21.08.1968 Новосибирск, Новосибирская, Россия
Чехословацкие события застали меня в Академгородке. Я отправлялась заказывать контейнеры. Стук в дверь. Молодой человек, которого я едва знала, сам не свой. «Скорее, скорее, спрячьте меня, за мной гонятся с собаками». — «Да что случилось?» — «А вы выгляните в окно, тогда и поймете, что случилось. Мы дом ваш и много других домов лозунгами покрыли: "Свободу Социалистической Чехословакии!", "Оккупанты, руки прочь от Чехословакии!", — Свободу народу братской Чехословакии!" Теперь солдаты надписи замазывают, а милиция с собаками за нами охотится. Сейчас за мной сюда придут». «Раздевайтесь, — сказала я, — спать вас уложу. Придут, скажу вечером не поздно вы пришли, на голову жаловались, теперь спите. Жар у вас был. Теперь, кажется, температура спала».
Его одежду я свернула и положила в стенной шкаф, где у меня хранились краски. Термометр рядом с ним положила, таблетки. Никто не приходил. «Мне надо в Новосибирск ехать, контейнеры заказывать. Вставайте, — говорю, — одевайтесь, — одежду ему даю Сашину. — Идемте». Мы вышли. Двор запружен солдатами, милиционерами. Собак нет. «По сторонам не смотрите, улыбайтесь, не торопитесь». К остановке напротив моего дома подходил автобус. Ехать на нем можно не из Академгородка в Новосибирск, а только несколько остановок до конечной остановки в конце Жемчужной улицы. «Теперь бежим, — сказала я. — Бежим, сядем в этот автобус». На конечной остановке я сказала ему: «Вы обойдете Городок лесом, сядете за городом в автобус и уедете в Новосибирск». Он и никто из тех, кто разукрасил Академгородок, не были пойманы. Их переловили всех до единого потом. Кто-то стукнул.
Когда я прятала одежду молодого человека туда, где хранились краски, я не заметила, что краски исчезли. Молодые свободолюбцы выкрали их у меня и разрисовали ими стены дома, где я жила. Прятать одежду в пропахший краской шкаф, что мне казалось верхом находчивости, — сущая глупость. Собакам давали нюхать лозунги, и они гонялись за краской. Они привели милиционера в квартиру Славы Воронина, художника, обладателя тех же красок, что и мои. Он к надписям никакого отношения не имел и был, слава Богу, вне подозрения. Появись милиционер с собакой в моей квартире, одежда мнимого больного была бы тут же обнаружена со всеми вытекающими последствиями. Мы сами расставили себе капкан и сами положили в него приманку. Но пронесло.
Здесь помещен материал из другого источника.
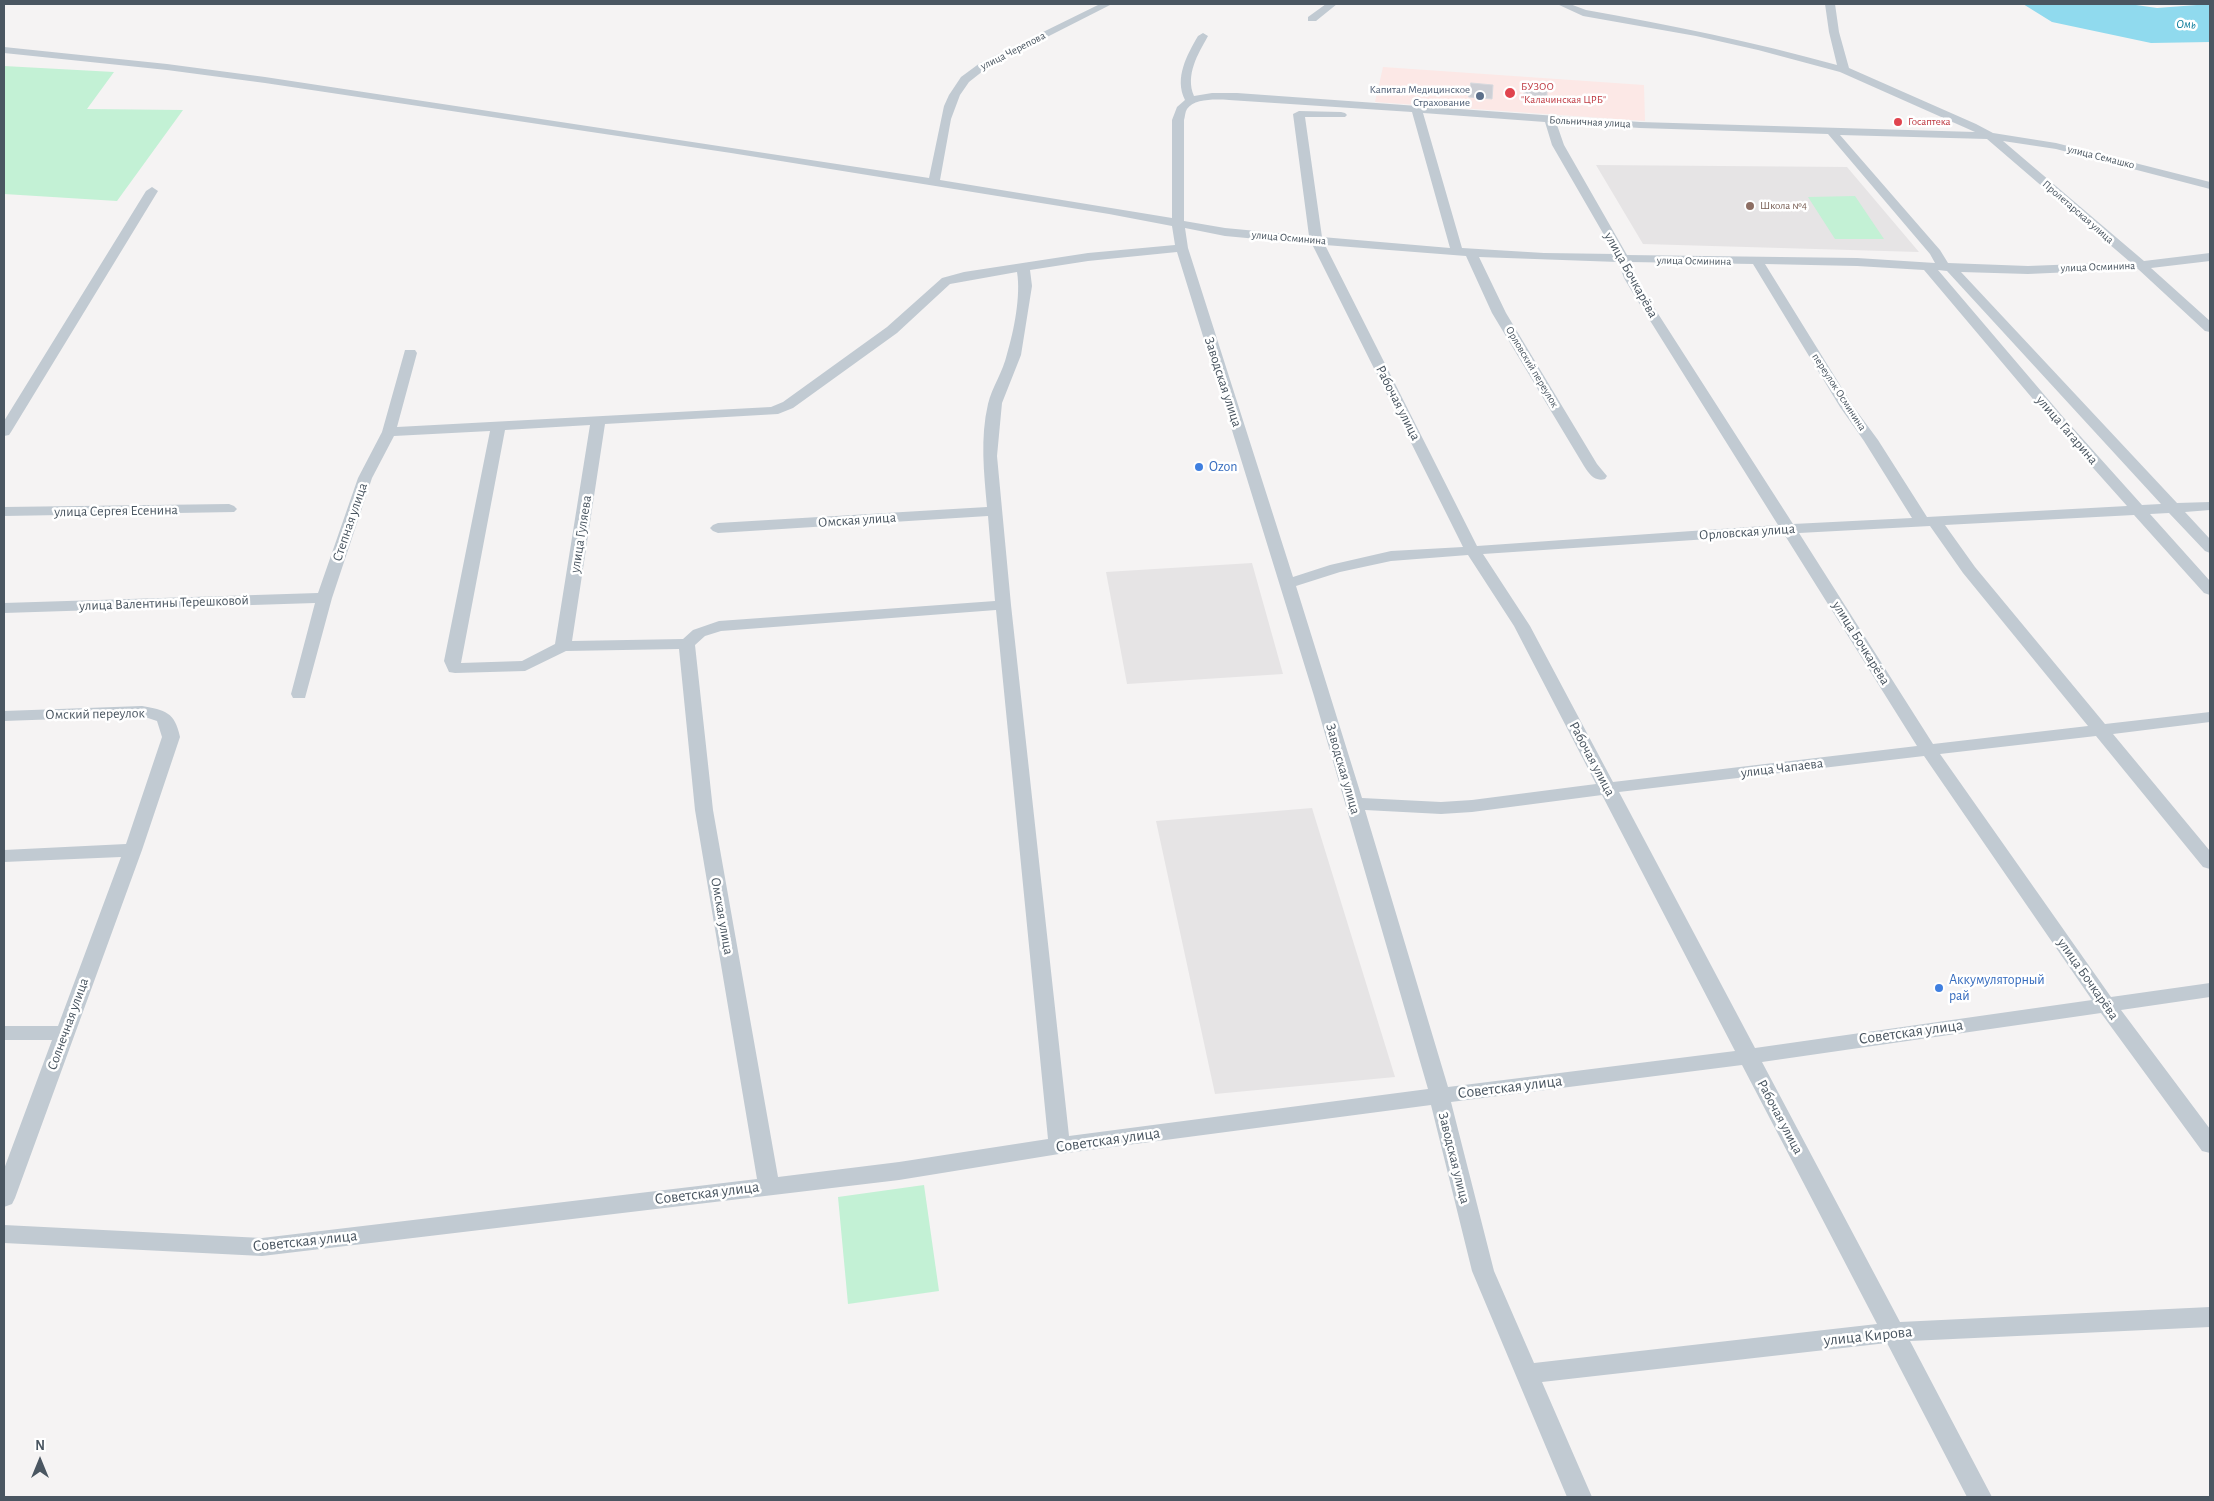 <!DOCTYPE html>
<meta charset="utf-8">
<style>
body{margin:0}
#map{position:relative;width:2214px;height:1501px;overflow:hidden;background:#f5f3f3;font-family:"Alegreya Sans",sans-serif}
canvas{display:block}
.frame{position:absolute;inset:0;border:5px solid #4a5661;pointer-events:none}
.north{position:absolute;left:15px;top:1436px;width:50px;height:50px;-webkit-text-stroke:4px #fff;paint-order:stroke;rotate:0deg;font-size:14px;font-weight:700;line-height:20px;text-align:center;color:#4a5661}
.north::after{content:'';display:block;margin:auto;width:18px;height:22px;background:#4a5661;clip-path:polygon(50% 0,100% 100%,50% 72%,0 100%)}
</style>
<div id="map">
<canvas width="2214" height="1501"></canvas>
<div class="frame"></div>
<div class="north">N</div>
</div>
<script>
const context = document.querySelector('canvas').getContext('2d');
context.lineJoin = 'round';
function paint(path, color) { context.fillStyle = color; context.fill(path, 'evenodd'); }
function trace(path, color, width, dash) { context.strokeStyle = color; context.lineWidth = width; context.lineCap = dash ? 'butt' : 'round'; context.setLineDash(dash || []); context.stroke(path); }
function label(font, color, halo, rows, align = 'center') {
  context.font = font + ' "Alegreya Sans",sans-serif'; context.lineWidth = 5; context.setLineDash([]); context.textBaseline = 'middle'; context.strokeStyle = halo; context.fillStyle = color; for (const [text, x, y, turn = 0] of rows) {
    context.save(); context.translate(x, y); context.rotate((+turn || 0) * Math.PI / 180); context.textAlign = isNaN(turn) ? turn : align; if (halo) context.strokeText(text, 0, 0); context.fillText(text, 0, 0); context.restore();
  }
}
paint(new Path2D(`
 M1596,165L1847,167L1919,252L1643,244Z
 M1252,563L1283,674L1127,684L1106,572Z
 M1312,808L1395,1077L1215,1094L1156,821Z`), '#e6e4e5');
paint(new Path2D(`
 M1383,67L1644,85L1645,121L1375,102Z`), '#fce8e6');
paint(new Path2D(`
 M4,66L114,72L87,109L183,110L117,201L4,194Z
 M1855,196L1884,239H1835L1808,197Z
 M924,1185L939,1291L848,1304L838,1197Z`), '#c3f1d5');
paint(new Path2D(`
 M2023,4H2129L2157,8L2210,4V42L2151,43L2052,22Z`), '#90daee');
const building = new Path2D(`
 M1471,83L1493,85L1492,99L1469,97Z
 M1525,87L1547,88V102L1524,101Z`);
paint(building, '#cdcfd5');
trace(building, '#d7d9de', 1);
paint(new Path2D(`
 M1100,4H1112L988,67L969,82L960,95L951,119L940,180L1172,218V120L1177,107L1185,100C1174,78 1187,55 1198,36L1203,33L1208,36C1198,54 1185,75 1194,96L1212,93H1237L1640,122L1975,132L1840,72L1758,50L1696,36L1583,16L1557,4H1570L1586,10C1671,25 1754,42 1837,65L1829,32L1825,4H1835L1839,32L1849,68L1976,124L1993,133L2056,143L2210,182V189L2056,149L2003,141L2144,261L2210,253V261L2151,268L2210,321V332L2205,331L2138,269L2028,274L1961,272L2177,503L2210,502V510L2185,512L2210,539V553L2205,551L2169,513L2150,514L2210,581V595L2204,593L2134,515L1945,525L1975,567L2105,724L2210,712V722L2113,734L2210,851V869L2203,867L2096,736L1940,754L2111,997L2210,983V997L2121,1010L2210,1129V1153L2202,1151L2101,1013L1762,1062L1900,1322L2210,1307V1327L1910,1341L1992,1497H1967L1887,1343L1542,1382L1592,1497H1567L1472,1271L1431,1105L1059,1154L899,1180L262,1256L4,1243V1225L262,1238L757,1179L695,810L679,649L566,651L525,671L455,673L449,672L444,661L490,431L394,436L372,478L332,598L305,698H293L291,694L315,603L4,613V603L318,593L358,478L382,432L405,350H415L417,353L397,427L771,407L783,402L887,327L942,278L964,272L1088,253L1175,245L1172,226L1109,214L731,153L265,83L167,70L4,53V47L167,64L265,77L929,178L944,106L949,95L961,77L980,63ZM1229,100L1412,112L1450,248L1322,237L1305,117H1345L1347,115L1345,113L1341,112L1299,111L1293,114L1309,236L1225,228L1184,221V120C1185,117 1185,112 1187,109C1194,98 1218,99 1229,100ZM1423,113L1545,122L1552,145L1615,254L1544,253L1462,248ZM1556,122L1640,128L1828,134L1930,254L1935,263L1857,258L1627,255L1564,145ZM1840,135L1987,139L2130,262L2028,266L1948,263L1940,250ZM1185,228L1225,236L1312,244L1463,547L1391,551L1330,565L1293,577L1188,248ZM1325,245L1466,256L1492,313L1584,466C1589,474 1595,482 1605,479L1607,476L1597,464L1506,313L1479,257L1618,262L1624,278L1634,295L1778,525L1477,546ZM1177,252L1314,696L1428,1089L1069,1136L1011,605L997,456L1002,403L1021,355L1032,286L1030,270L1088,261ZM1630,262L1753,264L1840,407L1864,441L1912,518L1793,524L1646,295L1636,278ZM1765,264L1857,266L1924,270L2054,424L2127,506L1927,517L1878,440L1853,406ZM1938,270L1947,271L2161,504L2142,505L2064,418ZM1017,272C1021,295 1014,331 1007,354C1003,372 992,387 988,404C980,438 984,473 987,507L718,523L713,525L710,528L713,531L718,533L988,516L995,601L719,621L693,630L683,639L572,641L605,424L778,414L793,408L897,333L950,284ZM590,425L555,644L522,661L461,663L505,430ZM1930,526L1963,573L2088,726L1933,744L1799,533ZM1784,534L1917,746L1613,782L1530,626L1483,554ZM1468,555L1514,626L1596,784L1472,800L1441,802L1362,798L1296,586L1340,572L1391,561ZM996,610L1048,1139L899,1162L778,1177L713,810L695,645L705,636L721,631ZM1924,756L2092,1000L1755,1048L1619,792ZM1602,795L1735,1051L1448,1087L1365,810L1441,814L1472,812ZM1742,1065L1877,1324L1534,1363L1494,1271L1451,1102Z
 M1326,4H1337L1316,21H1308V17Z
 M152,187L158,191L11,432L9,435L4,436V421L146,191Z
 M229,504L234,506L237,509L234,512L4,516V507Z
 M142,706C165,710 175,712 180,737L142,850L15,1198L12,1204L4,1207V1169L52,1040H4V1026H58L121,857L4,862V850L126,844L162,737L157,721L142,716L4,721V711Z`), '#c1cad2');
for (const [x, y, r, color] of [
 [1510,93,6,"#e0444e"],
 [1480,96,5,"#5c6f8a"],
 [1898,122,5,"#e0444e"],
 [1750,206,5,"#8d6e63"],
 [1199,467,5,"#3f7fe0"],
 [1939,988,5,"#3f7fe0"]
]) { const dot = new Path2D(); dot.arc(x, y, r, 0, 2 * Math.PI); context.fillStyle = color; context.fill(dot); trace(dot, '#fff', 2); }
label('11px', '#4a5661', '#fff', [
 ["улица Черепова",1013,51,-27],
 ["Больничная улица",1590,122,3],
 ["улица Семашко",2101,157,14],
 ["Пролетарская улица",2078,212,41],
 ["улица Осминина",1289,238,5],
 ["улица Осминина",1694,261,1],
 ["улица Осминина",2098,267,-2],
 ["Орловский переулок",1532,367,59],
 ["переулок Осминина",1839,392,57]
]);
label('11px', '#be3a42', '#fff', [
 ["БУЗОО",1521,87],
 ["\"Калачинская ЦРБ\"",1521,100],
 ["Госаптека",1908,122]
], 'left');
label('11px', '#4e5e75', '#fff', [
 ["Капитал Медицинское",1470,90],
 ["Страхование",1470,103]
], 'right');
label('11px', '#785e54', '#fff', [
 ["Школа №4",1760,206]
], 'left');
label('italic 12px', '#0c7c9b', '#fff', [
 ["Омь",2186,24]
]);
label('14px', '#4a5661', '#fff', [
 ["улица Бочкарёва",1631,275,61],
 ["Заводская улица",1223,382,72],
 ["Рабочая улица",1398,403,63],
 ["улица Гагарина",2067,430,49],
 ["улица Сергея Есенина",116,511,-1],
 ["Омская улица",857,520,-4],
 ["Степная улица",350,522,-71],
 ["Орловская улица",1747,532,-4],
 ["улица Гуляева",581,534,-81],
 ["улица Валентины Терешковой",164,603,-2],
 ["улица Бочкарёва",1861,643,58],
 ["Омский переулок",95,714,-1],
 ["Рабочая улица",1592,759,62],
 ["улица Чапаева",1782,768,-7],
 ["Заводская улица",1343,769,74],
 ["Омская улица",722,916,80],
 ["улица Бочкарёва",2088,979,55],
 ["Солнечная улица",68,1024,-70],
 ["Рабочая улица",1780,1117,62],
 ["Заводская улица",1454,1158,76]
]);
label('14px', '#366cbe', '#fff', [
 ["Ozon",1209,467],
 ["Аккумуляторный",1949,980],
 ["рай",1949,996]
], 'left');
label('16px', '#4a5661', '#fff', [
 ["Советская улица",1911,1032,-8],
 ["Советская улица",1510,1087,-7],
 ["Советская улица",1108,1140,-8],
 ["Советская улица",707,1193,-7],
 ["Советская улица",305,1241,-6],
 ["улица Кирова",1868,1336,-6]
]);
</script>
В институтах шли митинги солидарности с теми, по чьей вине наши танки очутились на чужой земле. Явка обязательна. Мало явиться, изъявлять солидарность должен каждый. Только что написанные стихи Галича о молчании устарели безнадежно.
Помолчи, помолчи, помолчи,
Так легко пройти в первачи,
Так легко пройти в палачи...
Молчание оказалось под запретом. Я не присутствовала ни на одном заседании. Меня уволили.
Делоне уехал из Академгородка в Москву за месяц до чехословацких событий, вышел на Красную площадь с шестью другими смельчаками, чтобы протестовать против ввода войск в Чехословакию, и был арестован. Протестовали, кроме Делоне, Литвинов, Лариса Богораз, Горбаневская, Файнберг, Бабицкий и Дремлюга. Восьмой участник демонстрации, если и протестовал, то разве что против мокрых пеленок. Горбаневская пришла на демонстрацию со своим грудным сыном. В его коляске привезли на Красную площадь к Лобному месту плакаты. Я видела Осю Горбаневского в Париже восемь лет спустя. «Приветствую участника демонстрации протеста против ввода войск в Чехословакию», — сказала я ему. Мы подружились. Он исполнял мне балетную сюиту собственного сочинения. Называлась она «Нашествие и разгром немцев». Под музыку, кажется, это была увертюра «1812 год» Чайковского, он один с превеликим искусством и с вдохновением изображал наступающие армии, конные бои, дезертиров, пленных. Хореографию дополнял текст: русские и немецкие команды.